____ Task inputs
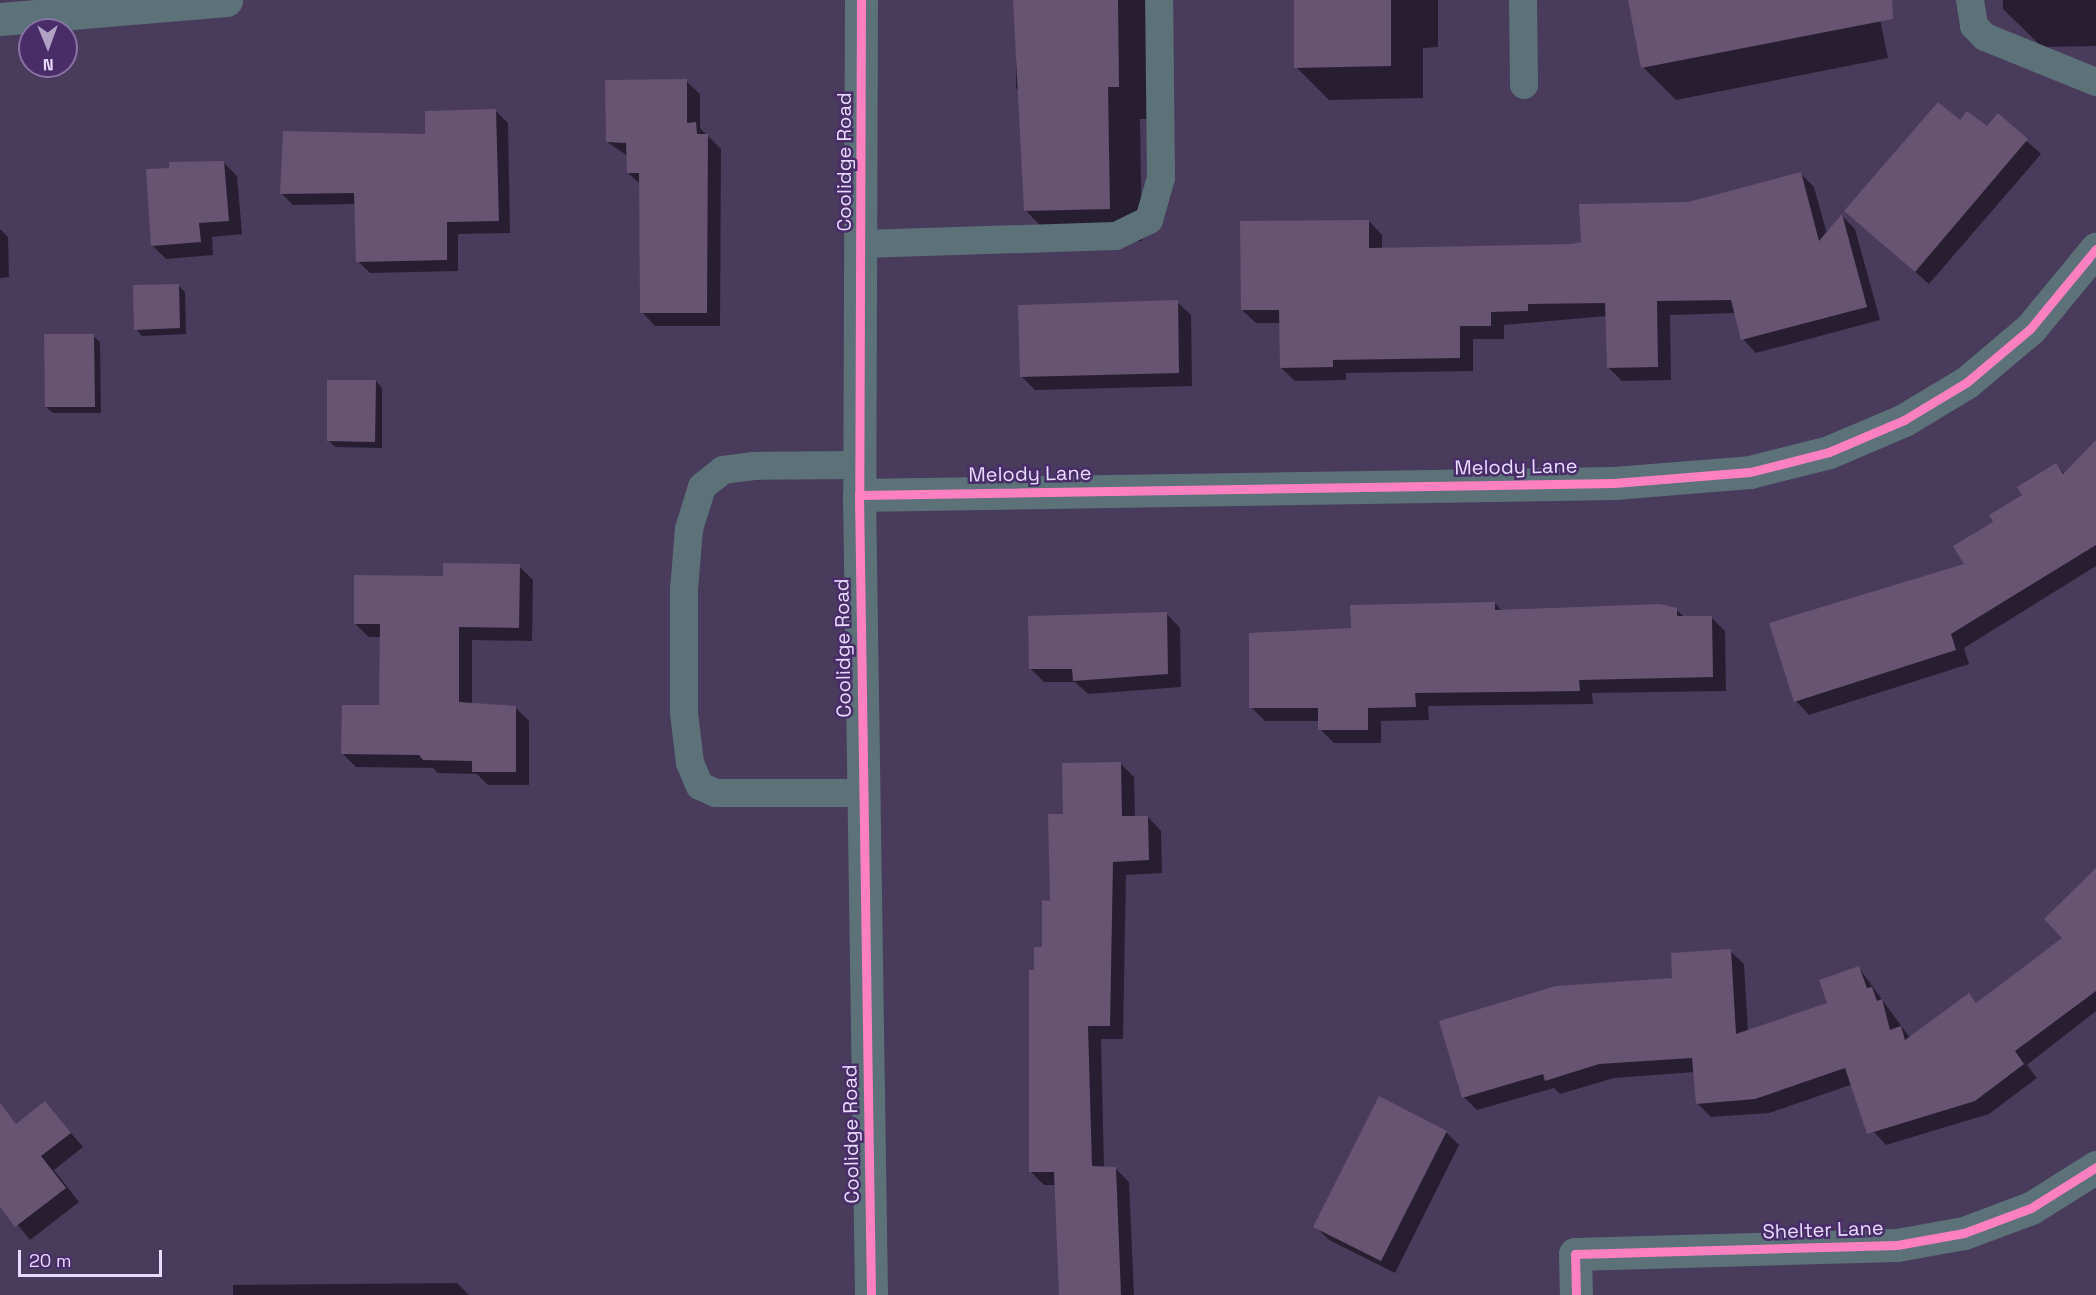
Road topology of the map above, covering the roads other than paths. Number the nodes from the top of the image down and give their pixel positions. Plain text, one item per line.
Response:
1 (226, 0) edge
2 (861, 0) edge
3 (1159, 0) edge
4 (1523, 0) edge
5 (1970, 0) edge
6 (0, 19) edge
7 (2096, 82) edge
8 (1524, 85) dead end
9 (862, 244) junction
10 (2096, 249) edge
11 (859, 480) junction
12 (862, 793) junction
13 (2096, 1167) edge
14 (871, 1295) edge
15 (1576, 1295) edge

1 - 6 street
2 - 9 street, Coolidge Road
3 - 9 lane
4 - 8 lane
5 - 7 lane
9 - 11 street, Coolidge Road
10 - 11 street, Melody Lane
11 - 12 street, Coolidge Road
11 - 12 lane
12 - 14 street, Coolidge Road
13 - 15 street, Shelter Lane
________
▶ _What is being asked_: Could you set down every record above word for word, leaving out the pictures?

▶ _Completed task_:
Road topology of the map above, covering the roads other than paths. Number the nodes from the top of the image down and give their pixel positions. Plain text, one item per line.
Response:
1 (226, 0) edge
2 (861, 0) edge
3 (1159, 0) edge
4 (1523, 0) edge
5 (1970, 0) edge
6 (0, 19) edge
7 (2096, 82) edge
8 (1524, 85) dead end
9 (862, 244) junction
10 (2096, 249) edge
11 (859, 480) junction
12 (862, 793) junction
13 (2096, 1167) edge
14 (871, 1295) edge
15 (1576, 1295) edge

1 - 6 street
2 - 9 street, Coolidge Road
3 - 9 lane
4 - 8 lane
5 - 7 lane
9 - 11 street, Coolidge Road
10 - 11 street, Melody Lane
11 - 12 street, Coolidge Road
11 - 12 lane
12 - 14 street, Coolidge Road
13 - 15 street, Shelter Lane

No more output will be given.